Bush’s son, George W. Bush, served as president from 2001-early 2009. And his disastrous presidency gave us huge federal deficits, a call to privatize Social Security (which thankfully, didn’t come about), the Iraq War (a foreign-policy blunder that led to the creation of ISIS) and the financial crash of September 2008—which was the worst economic downturn in the U.S. since the crash of 1929 and the Great Depression. When Bush left office in January 2009 with very low approval ratings and Barack Obama was sworn in as president, Democrats were fantasizing that they would be dominating U.S. politics for at least a generation. But that was before Republicans recaptured the House of Representatives in 2010, reclaimed the U.S. Senate in 2014 and saw Donald Trump elected president in 2016. Republicans, who are both effective and deceitful when it comes to messaging, managed to blame Obama for the Great Recession even though it occurred under Bush’s watch.

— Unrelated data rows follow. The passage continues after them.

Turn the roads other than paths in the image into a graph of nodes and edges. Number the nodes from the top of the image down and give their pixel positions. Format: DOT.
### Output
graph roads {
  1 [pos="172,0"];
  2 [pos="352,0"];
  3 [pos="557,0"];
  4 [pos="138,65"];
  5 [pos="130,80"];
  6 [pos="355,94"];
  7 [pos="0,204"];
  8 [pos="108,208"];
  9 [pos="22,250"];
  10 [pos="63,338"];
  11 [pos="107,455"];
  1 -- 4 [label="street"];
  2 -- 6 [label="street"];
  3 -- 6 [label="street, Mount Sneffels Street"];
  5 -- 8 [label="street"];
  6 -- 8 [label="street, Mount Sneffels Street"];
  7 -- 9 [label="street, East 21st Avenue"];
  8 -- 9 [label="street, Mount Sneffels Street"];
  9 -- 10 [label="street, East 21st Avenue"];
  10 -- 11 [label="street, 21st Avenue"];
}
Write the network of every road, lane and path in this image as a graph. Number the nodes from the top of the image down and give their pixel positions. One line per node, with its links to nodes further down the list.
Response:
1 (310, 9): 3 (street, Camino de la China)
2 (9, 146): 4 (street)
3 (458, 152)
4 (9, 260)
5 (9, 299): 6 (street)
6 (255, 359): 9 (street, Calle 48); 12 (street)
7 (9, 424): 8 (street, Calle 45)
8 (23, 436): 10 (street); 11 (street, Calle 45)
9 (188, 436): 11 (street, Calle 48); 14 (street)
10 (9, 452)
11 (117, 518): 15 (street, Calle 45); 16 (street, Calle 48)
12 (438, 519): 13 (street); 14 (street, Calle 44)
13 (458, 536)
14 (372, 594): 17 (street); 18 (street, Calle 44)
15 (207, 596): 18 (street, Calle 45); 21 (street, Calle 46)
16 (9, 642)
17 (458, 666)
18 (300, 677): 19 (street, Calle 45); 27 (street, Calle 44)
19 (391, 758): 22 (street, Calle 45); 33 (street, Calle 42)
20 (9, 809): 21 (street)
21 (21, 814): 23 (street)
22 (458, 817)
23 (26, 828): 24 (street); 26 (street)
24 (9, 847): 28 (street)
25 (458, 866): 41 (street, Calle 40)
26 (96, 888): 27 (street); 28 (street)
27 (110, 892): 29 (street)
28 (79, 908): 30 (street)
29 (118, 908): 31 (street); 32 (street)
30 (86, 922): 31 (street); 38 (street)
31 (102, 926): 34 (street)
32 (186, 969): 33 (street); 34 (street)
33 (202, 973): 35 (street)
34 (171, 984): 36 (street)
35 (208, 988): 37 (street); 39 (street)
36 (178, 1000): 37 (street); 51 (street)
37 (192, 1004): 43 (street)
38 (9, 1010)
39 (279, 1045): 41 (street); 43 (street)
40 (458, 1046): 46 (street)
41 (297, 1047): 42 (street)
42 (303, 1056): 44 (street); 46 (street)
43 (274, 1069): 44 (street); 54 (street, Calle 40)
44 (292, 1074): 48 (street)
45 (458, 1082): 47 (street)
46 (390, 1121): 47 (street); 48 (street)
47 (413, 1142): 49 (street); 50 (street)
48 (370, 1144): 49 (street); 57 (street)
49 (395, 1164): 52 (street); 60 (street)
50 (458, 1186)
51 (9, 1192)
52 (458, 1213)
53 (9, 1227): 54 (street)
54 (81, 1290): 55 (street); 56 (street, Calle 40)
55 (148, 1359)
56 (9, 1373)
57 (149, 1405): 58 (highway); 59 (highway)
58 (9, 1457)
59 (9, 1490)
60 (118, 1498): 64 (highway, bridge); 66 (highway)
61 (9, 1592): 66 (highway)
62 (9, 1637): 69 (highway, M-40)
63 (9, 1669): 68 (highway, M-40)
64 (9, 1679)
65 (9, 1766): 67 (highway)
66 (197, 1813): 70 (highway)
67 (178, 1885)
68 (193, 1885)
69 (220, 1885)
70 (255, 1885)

As wildly unpopular as George W. Bush became as president, that didn’t prevent Republicans from winning countless races in 2010, 2014 and 2016. The GOP, for all its blunders, knows how to come back from the dead time and time again. And not only do Republicans presently control the presidency and both houses of Congress—they are also trying to create the most far-right Supreme Court in generations.
In 2018, Democrats who fantasize that Trump will ultimately be the downfall of the GOP are underestimating just how disciplined and resilient Republicans are as a party. If the Republican Party could survive Herbert Hoover’s presidency, Watergate, Iran/Contra, the Iraq War and the Great Recession, it can survive Trump’s presidency. And the Democratic Party is going to need a lot more than an anti-Trump message going forward—it’s going to need to articulate a bold vision and express what it is for rather than simply listing what it is against. The independent Sen. Bernie Sanders of Vermont has been great for liberal/progressive politics in the U.S. because he has an economic and social vision that goes way beyond reflexive Trump-bashing.
It remains to be seen whether or not Democrats will be able to recapture the House of Representatives and/or the Senate in the November midterms or whether Trump will be a one-term president or win a second term in 2020. But Democrats should never underestimate an opponent that, time and time again, has demonstrated that it is as resilient as it is ruthless.